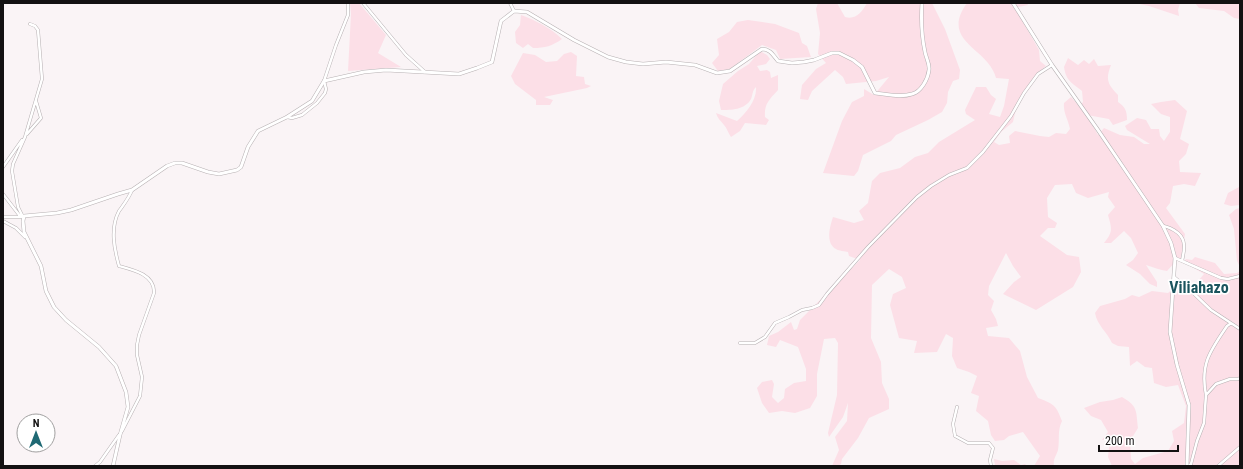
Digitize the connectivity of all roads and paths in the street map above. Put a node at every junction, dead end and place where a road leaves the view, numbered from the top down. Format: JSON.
{"nodes":[{"id":1,"x":348,"y":3,"type":"edge"},
{"id":2,"x":364,"y":3,"type":"edge"},
{"id":3,"x":510,"y":3,"type":"edge"},
{"id":4,"x":922,"y":3,"type":"edge"},
{"id":5,"x":1012,"y":3,"type":"edge"},
{"id":6,"x":514,"y":11,"type":"junction"},
{"id":7,"x":30,"y":24,"type":"dead end"},
{"id":8,"x":1052,"y":65,"type":"junction"},
{"id":9,"x":426,"y":72,"type":"junction"},
{"id":10,"x":324,"y":81,"type":"junction"},
{"id":11,"x":36,"y":99,"type":"junction"},
{"id":12,"x":287,"y":117,"type":"junction"},
{"id":13,"x":25,"y":137,"type":"junction"},
{"id":14,"x":3,"y":167,"type":"edge"},
{"id":15,"x":132,"y":190,"type":"junction"},
{"id":16,"x":3,"y":194,"type":"edge"},
{"id":17,"x":3,"y":217,"type":"edge"},
{"id":18,"x":22,"y":217,"type":"junction"},
{"id":19,"x":3,"y":221,"type":"edge"},
{"id":20,"x":1163,"y":226,"type":"junction"},
{"id":21,"x":27,"y":238,"type":"junction"},
{"id":22,"x":1175,"y":258,"type":"junction"},
{"id":23,"x":1182,"y":261,"type":"junction"},
{"id":24,"x":1240,"y":276,"type":"edge"},
{"id":25,"x":1174,"y":278,"type":"junction"},
{"id":26,"x":1230,"y":324,"type":"junction"},
{"id":27,"x":1240,"y":329,"type":"edge"},
{"id":28,"x":740,"y":343,"type":"dead end"},
{"id":29,"x":1240,"y":378,"type":"edge"},
{"id":30,"x":1206,"y":395,"type":"junction"},
{"id":31,"x":956,"y":407,"type":"dead end"},
{"id":32,"x":120,"y":435,"type":"junction"},
{"id":33,"x":1240,"y":447,"type":"edge"},
{"id":34,"x":95,"y":466,"type":"edge"},
{"id":35,"x":113,"y":466,"type":"edge"},
{"id":36,"x":991,"y":466,"type":"edge"},
{"id":37,"x":1190,"y":466,"type":"edge"},
{"id":38,"x":1218,"y":466,"type":"edge"}],
"edges":[{"from":1,"to":10,"type":"street"},
{"from":2,"to":9,"type":"street"},
{"from":3,"to":6,"type":"street"},
{"from":4,"to":6,"type":"street"},
{"from":5,"to":8,"type":"street"},
{"from":6,"to":9,"type":"street"},
{"from":7,"to":11,"type":"street"},
{"from":8,"to":20,"type":"street"},
{"from":8,"to":28,"type":"street"},
{"from":9,"to":10,"type":"street"},
{"from":10,"to":12,"type":"street"},
{"from":10,"to":12,"type":"street"},
{"from":11,"to":13,"type":"street"},
{"from":11,"to":13,"type":"street"},
{"from":12,"to":15,"type":"street"},
{"from":13,"to":14,"type":"street"},
{"from":13,"to":18,"type":"street"},
{"from":15,"to":18,"type":"street"},
{"from":15,"to":32,"type":"street"},
{"from":16,"to":18,"type":"street"},
{"from":17,"to":18,"type":"street"},
{"from":18,"to":21,"type":"street"},
{"from":19,"to":21,"type":"street"},
{"from":20,"to":22,"type":"street"},
{"from":20,"to":23,"type":"street"},
{"from":21,"to":32,"type":"street"},
{"from":22,"to":23,"type":"street"},
{"from":22,"to":25,"type":"street"},
{"from":23,"to":24,"type":"street"},
{"from":25,"to":26,"type":"street"},
{"from":25,"to":37,"type":"street"},
{"from":26,"to":27,"type":"street"},
{"from":26,"to":30,"type":"street"},
{"from":29,"to":30,"type":"street"},
{"from":30,"to":37,"type":"street"},
{"from":31,"to":36,"type":"street"},
{"from":32,"to":34,"type":"street"},
{"from":32,"to":35,"type":"street"},
{"from":33,"to":38,"type":"street"}]}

+++

_Exercise description_
All the material above must be copied exactly, and no picture belongs in the copy.

_Task solution_
Digitize the connectivity of all roads and paths in the street map above. Put a node at every junction, dead end and place where a road leaves the view, numbered from the top down. Format: JSON.
{"nodes":[{"id":1,"x":348,"y":3,"type":"edge"},
{"id":2,"x":364,"y":3,"type":"edge"},
{"id":3,"x":510,"y":3,"type":"edge"},
{"id":4,"x":922,"y":3,"type":"edge"},
{"id":5,"x":1012,"y":3,"type":"edge"},
{"id":6,"x":514,"y":11,"type":"junction"},
{"id":7,"x":30,"y":24,"type":"dead end"},
{"id":8,"x":1052,"y":65,"type":"junction"},
{"id":9,"x":426,"y":72,"type":"junction"},
{"id":10,"x":324,"y":81,"type":"junction"},
{"id":11,"x":36,"y":99,"type":"junction"},
{"id":12,"x":287,"y":117,"type":"junction"},
{"id":13,"x":25,"y":137,"type":"junction"},
{"id":14,"x":3,"y":167,"type":"edge"},
{"id":15,"x":132,"y":190,"type":"junction"},
{"id":16,"x":3,"y":194,"type":"edge"},
{"id":17,"x":3,"y":217,"type":"edge"},
{"id":18,"x":22,"y":217,"type":"junction"},
{"id":19,"x":3,"y":221,"type":"edge"},
{"id":20,"x":1163,"y":226,"type":"junction"},
{"id":21,"x":27,"y":238,"type":"junction"},
{"id":22,"x":1175,"y":258,"type":"junction"},
{"id":23,"x":1182,"y":261,"type":"junction"},
{"id":24,"x":1240,"y":276,"type":"edge"},
{"id":25,"x":1174,"y":278,"type":"junction"},
{"id":26,"x":1230,"y":324,"type":"junction"},
{"id":27,"x":1240,"y":329,"type":"edge"},
{"id":28,"x":740,"y":343,"type":"dead end"},
{"id":29,"x":1240,"y":378,"type":"edge"},
{"id":30,"x":1206,"y":395,"type":"junction"},
{"id":31,"x":956,"y":407,"type":"dead end"},
{"id":32,"x":120,"y":435,"type":"junction"},
{"id":33,"x":1240,"y":447,"type":"edge"},
{"id":34,"x":95,"y":466,"type":"edge"},
{"id":35,"x":113,"y":466,"type":"edge"},
{"id":36,"x":991,"y":466,"type":"edge"},
{"id":37,"x":1190,"y":466,"type":"edge"},
{"id":38,"x":1218,"y":466,"type":"edge"}],
"edges":[{"from":1,"to":10,"type":"street"},
{"from":2,"to":9,"type":"street"},
{"from":3,"to":6,"type":"street"},
{"from":4,"to":6,"type":"street"},
{"from":5,"to":8,"type":"street"},
{"from":6,"to":9,"type":"street"},
{"from":7,"to":11,"type":"street"},
{"from":8,"to":20,"type":"street"},
{"from":8,"to":28,"type":"street"},
{"from":9,"to":10,"type":"street"},
{"from":10,"to":12,"type":"street"},
{"from":10,"to":12,"type":"street"},
{"from":11,"to":13,"type":"street"},
{"from":11,"to":13,"type":"street"},
{"from":12,"to":15,"type":"street"},
{"from":13,"to":14,"type":"street"},
{"from":13,"to":18,"type":"street"},
{"from":15,"to":18,"type":"street"},
{"from":15,"to":32,"type":"street"},
{"from":16,"to":18,"type":"street"},
{"from":17,"to":18,"type":"street"},
{"from":18,"to":21,"type":"street"},
{"from":19,"to":21,"type":"street"},
{"from":20,"to":22,"type":"street"},
{"from":20,"to":23,"type":"street"},
{"from":21,"to":32,"type":"street"},
{"from":22,"to":23,"type":"street"},
{"from":22,"to":25,"type":"street"},
{"from":23,"to":24,"type":"street"},
{"from":25,"to":26,"type":"street"},
{"from":25,"to":37,"type":"street"},
{"from":26,"to":27,"type":"street"},
{"from":26,"to":30,"type":"street"},
{"from":29,"to":30,"type":"street"},
{"from":30,"to":37,"type":"street"},
{"from":31,"to":36,"type":"street"},
{"from":32,"to":34,"type":"street"},
{"from":32,"to":35,"type":"street"},
{"from":33,"to":38,"type":"street"}]}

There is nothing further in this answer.